#### Collected data:
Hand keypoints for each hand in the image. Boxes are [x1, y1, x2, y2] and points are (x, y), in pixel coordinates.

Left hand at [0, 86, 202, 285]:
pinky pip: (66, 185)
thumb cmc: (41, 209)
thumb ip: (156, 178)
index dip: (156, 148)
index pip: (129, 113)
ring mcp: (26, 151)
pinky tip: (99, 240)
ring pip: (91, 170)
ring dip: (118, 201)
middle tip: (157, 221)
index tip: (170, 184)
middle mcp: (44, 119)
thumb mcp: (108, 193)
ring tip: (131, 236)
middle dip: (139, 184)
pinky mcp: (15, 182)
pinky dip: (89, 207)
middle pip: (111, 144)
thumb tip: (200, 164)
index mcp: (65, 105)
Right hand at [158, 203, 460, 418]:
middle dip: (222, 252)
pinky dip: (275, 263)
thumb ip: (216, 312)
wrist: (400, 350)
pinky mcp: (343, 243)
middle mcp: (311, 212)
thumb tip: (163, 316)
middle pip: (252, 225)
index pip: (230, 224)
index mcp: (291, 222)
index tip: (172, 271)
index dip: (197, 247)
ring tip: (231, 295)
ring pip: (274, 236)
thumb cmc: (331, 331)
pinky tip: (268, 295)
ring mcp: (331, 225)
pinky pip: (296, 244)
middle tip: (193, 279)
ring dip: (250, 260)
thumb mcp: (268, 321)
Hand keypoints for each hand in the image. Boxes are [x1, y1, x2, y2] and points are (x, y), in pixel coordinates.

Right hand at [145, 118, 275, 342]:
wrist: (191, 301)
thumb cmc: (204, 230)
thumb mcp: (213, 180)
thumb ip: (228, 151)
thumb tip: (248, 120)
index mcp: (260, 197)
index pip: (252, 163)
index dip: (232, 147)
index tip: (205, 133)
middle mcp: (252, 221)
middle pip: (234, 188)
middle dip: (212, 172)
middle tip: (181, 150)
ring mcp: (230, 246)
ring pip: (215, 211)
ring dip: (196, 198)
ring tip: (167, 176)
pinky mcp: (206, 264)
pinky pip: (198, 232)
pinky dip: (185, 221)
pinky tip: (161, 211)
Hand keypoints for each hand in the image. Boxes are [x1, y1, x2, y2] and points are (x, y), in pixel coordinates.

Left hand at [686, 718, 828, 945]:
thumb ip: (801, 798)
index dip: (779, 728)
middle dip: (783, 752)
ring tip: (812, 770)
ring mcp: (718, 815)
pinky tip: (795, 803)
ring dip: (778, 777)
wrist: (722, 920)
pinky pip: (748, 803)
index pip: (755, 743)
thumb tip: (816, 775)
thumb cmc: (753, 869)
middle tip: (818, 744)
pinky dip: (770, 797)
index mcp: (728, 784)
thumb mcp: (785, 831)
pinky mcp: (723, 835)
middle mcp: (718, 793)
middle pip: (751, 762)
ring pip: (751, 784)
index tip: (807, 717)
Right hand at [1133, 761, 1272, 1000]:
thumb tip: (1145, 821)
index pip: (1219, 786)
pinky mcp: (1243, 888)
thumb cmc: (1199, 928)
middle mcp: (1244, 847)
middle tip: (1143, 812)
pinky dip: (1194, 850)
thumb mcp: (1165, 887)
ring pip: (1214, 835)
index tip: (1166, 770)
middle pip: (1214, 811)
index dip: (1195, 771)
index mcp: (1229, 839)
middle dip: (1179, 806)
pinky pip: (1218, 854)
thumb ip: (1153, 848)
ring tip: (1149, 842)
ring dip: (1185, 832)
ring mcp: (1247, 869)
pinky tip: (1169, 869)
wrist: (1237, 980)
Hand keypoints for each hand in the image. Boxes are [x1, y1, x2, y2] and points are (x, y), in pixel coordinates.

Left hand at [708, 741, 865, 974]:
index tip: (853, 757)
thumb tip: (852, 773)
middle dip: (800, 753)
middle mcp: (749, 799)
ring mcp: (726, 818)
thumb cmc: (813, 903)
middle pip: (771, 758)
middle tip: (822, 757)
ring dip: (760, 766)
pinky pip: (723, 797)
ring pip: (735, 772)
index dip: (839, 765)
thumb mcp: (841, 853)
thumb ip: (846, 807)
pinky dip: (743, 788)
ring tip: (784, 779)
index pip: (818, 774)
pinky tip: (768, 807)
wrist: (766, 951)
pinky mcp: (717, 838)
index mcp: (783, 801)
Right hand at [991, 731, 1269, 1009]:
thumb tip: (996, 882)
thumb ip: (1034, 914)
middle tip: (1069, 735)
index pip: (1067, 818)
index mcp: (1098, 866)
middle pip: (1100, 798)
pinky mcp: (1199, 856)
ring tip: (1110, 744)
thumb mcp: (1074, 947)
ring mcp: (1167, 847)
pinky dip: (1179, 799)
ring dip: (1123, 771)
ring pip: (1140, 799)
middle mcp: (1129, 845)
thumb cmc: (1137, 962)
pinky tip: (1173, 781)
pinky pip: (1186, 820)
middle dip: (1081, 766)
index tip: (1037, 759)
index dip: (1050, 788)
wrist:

#### PROBLEM TO SOLVE:
Above are the records. Print exactly, and only, the lines from the line with "ring mcp: (230, 246)" to the line with "ring tip: (812, 770)", both inclusive.

#### ANSWER TO THIS TASK:
ring mcp: (230, 246)
ring pip: (215, 211)
ring dip: (196, 198)
ring tip: (167, 176)
pinky mcp: (206, 264)
pinky pip: (198, 232)
pinky dip: (185, 221)
pinky tip: (161, 211)
Hand keypoints for each hand in the image. Boxes are [x1, y1, x2, y2] and points are (x, y), in pixel coordinates.

Left hand at [686, 718, 828, 945]:
thumb ip: (801, 798)
index dip: (779, 728)
middle dip: (783, 752)
ring tip: (812, 770)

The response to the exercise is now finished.